Peak Oil does not ensure collapse, just as the timber crisis England and France faced did not ensure their collapse. That said, we should be deeply concerned, because where they had coal, we have nothing. In all previous cases, the alternative that prevailed was already known and widely available *before* the situation reached crisis levels. Not only do we not have that, but very little has been put into research and development efforts to develop such alternatives. Overwhelming resources will be needed, too. Not only is our need for an alternative no guarantee that it exists, but, as we have previously seen, we have already passed the point of diminishing returns for invention. So we see once again that the immediate problems posed (in this case, Peak Oil) are not so critical in and of themselves, but because of the larger context of complexity’s diminishing returns, becomes unsolvable.
Cornucopians discount the threat Peak Oil represents by insisting that the market will adapt. Of course, they are correct, but they suffer a failure of imagination to consider what the market’s adaptations might include. Genocidal warfare is a very efficient way to reduce demand, for example. As Tainter highlighted in Collapse of Complex Societies, collapse is an economizing process.

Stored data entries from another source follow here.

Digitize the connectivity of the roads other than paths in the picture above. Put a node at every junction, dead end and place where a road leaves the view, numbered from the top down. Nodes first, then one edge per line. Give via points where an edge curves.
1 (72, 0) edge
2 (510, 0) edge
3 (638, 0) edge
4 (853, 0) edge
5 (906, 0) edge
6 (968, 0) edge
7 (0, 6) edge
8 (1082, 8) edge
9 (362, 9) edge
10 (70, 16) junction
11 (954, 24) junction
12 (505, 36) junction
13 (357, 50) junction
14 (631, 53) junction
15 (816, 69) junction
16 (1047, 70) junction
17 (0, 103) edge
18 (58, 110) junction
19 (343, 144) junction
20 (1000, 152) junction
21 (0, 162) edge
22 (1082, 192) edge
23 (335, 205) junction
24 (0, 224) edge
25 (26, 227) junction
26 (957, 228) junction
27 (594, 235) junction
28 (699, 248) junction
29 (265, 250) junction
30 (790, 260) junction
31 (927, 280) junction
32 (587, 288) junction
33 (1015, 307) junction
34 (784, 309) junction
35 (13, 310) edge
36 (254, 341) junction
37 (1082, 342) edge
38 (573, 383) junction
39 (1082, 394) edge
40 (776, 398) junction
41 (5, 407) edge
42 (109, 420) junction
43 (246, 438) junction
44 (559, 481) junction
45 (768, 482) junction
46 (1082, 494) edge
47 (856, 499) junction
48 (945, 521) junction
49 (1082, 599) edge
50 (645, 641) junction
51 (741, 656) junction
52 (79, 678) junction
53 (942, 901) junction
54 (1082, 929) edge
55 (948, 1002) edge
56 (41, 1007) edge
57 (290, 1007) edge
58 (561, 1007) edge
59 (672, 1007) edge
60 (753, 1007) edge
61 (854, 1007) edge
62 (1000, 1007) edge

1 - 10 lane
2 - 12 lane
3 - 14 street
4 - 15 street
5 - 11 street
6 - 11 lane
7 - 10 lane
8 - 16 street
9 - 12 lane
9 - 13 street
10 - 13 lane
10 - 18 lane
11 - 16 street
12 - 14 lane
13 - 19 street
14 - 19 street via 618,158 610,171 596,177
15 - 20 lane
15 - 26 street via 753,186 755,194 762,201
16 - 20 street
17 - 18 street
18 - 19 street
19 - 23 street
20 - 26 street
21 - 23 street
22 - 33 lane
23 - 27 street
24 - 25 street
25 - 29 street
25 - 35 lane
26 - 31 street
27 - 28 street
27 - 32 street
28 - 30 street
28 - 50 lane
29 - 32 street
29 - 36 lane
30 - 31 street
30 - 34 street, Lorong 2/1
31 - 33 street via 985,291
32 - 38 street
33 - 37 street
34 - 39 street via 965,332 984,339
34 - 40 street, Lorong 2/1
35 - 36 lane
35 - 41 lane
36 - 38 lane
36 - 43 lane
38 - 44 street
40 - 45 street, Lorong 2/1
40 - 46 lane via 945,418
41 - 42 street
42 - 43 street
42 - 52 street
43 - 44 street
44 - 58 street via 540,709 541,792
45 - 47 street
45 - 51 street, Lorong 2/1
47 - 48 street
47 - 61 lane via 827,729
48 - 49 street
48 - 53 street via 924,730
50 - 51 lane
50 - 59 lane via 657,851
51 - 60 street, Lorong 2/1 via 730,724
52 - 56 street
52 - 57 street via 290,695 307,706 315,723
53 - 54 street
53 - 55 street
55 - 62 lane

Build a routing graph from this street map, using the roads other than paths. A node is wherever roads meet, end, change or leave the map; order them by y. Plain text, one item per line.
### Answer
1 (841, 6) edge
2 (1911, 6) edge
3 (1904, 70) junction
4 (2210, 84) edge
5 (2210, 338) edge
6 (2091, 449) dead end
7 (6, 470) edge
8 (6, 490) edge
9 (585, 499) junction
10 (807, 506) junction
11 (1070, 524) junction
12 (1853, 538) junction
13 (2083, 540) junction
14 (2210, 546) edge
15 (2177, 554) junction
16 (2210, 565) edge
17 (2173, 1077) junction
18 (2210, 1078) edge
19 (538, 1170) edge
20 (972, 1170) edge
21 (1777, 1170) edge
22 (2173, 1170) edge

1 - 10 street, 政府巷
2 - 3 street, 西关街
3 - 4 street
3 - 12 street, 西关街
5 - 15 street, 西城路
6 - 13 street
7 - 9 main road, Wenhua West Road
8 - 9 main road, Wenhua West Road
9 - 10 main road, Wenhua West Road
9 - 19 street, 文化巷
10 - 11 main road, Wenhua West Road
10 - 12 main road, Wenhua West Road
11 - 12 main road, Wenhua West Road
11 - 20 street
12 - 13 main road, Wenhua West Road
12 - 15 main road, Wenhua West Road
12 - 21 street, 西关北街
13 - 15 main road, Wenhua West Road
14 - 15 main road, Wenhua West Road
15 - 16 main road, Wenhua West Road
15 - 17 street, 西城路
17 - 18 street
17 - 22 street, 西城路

Many civilizations of the past have collapsed for precisely this diminishing return curve that Hubbert’s Peak embodies. It was “peak wood” that ended Cahokia and the Hohokam, and brought on the Dark Ages that followed the Bronze Age. Obviously, Peak Oil has the potential to end our civilization, but it is by no means assured. Were it the only such crisis we faced, it might even be solvable. But with the peak likely already upon us, the time for coming up with a solution may already be passed. Solutions take time to implement, especially across an entire civilization, and the downside of the curve is always faster than going up. As Jared Diamond wrote in “The Ends of the World as We Know Them,” “History warns us that when once-powerful societies collapse, they tend to do so quickly and unexpectedly. That shouldn’t come as much of a surprise: peak power usually means peak population, peak needs, and hence peak vulnerability.”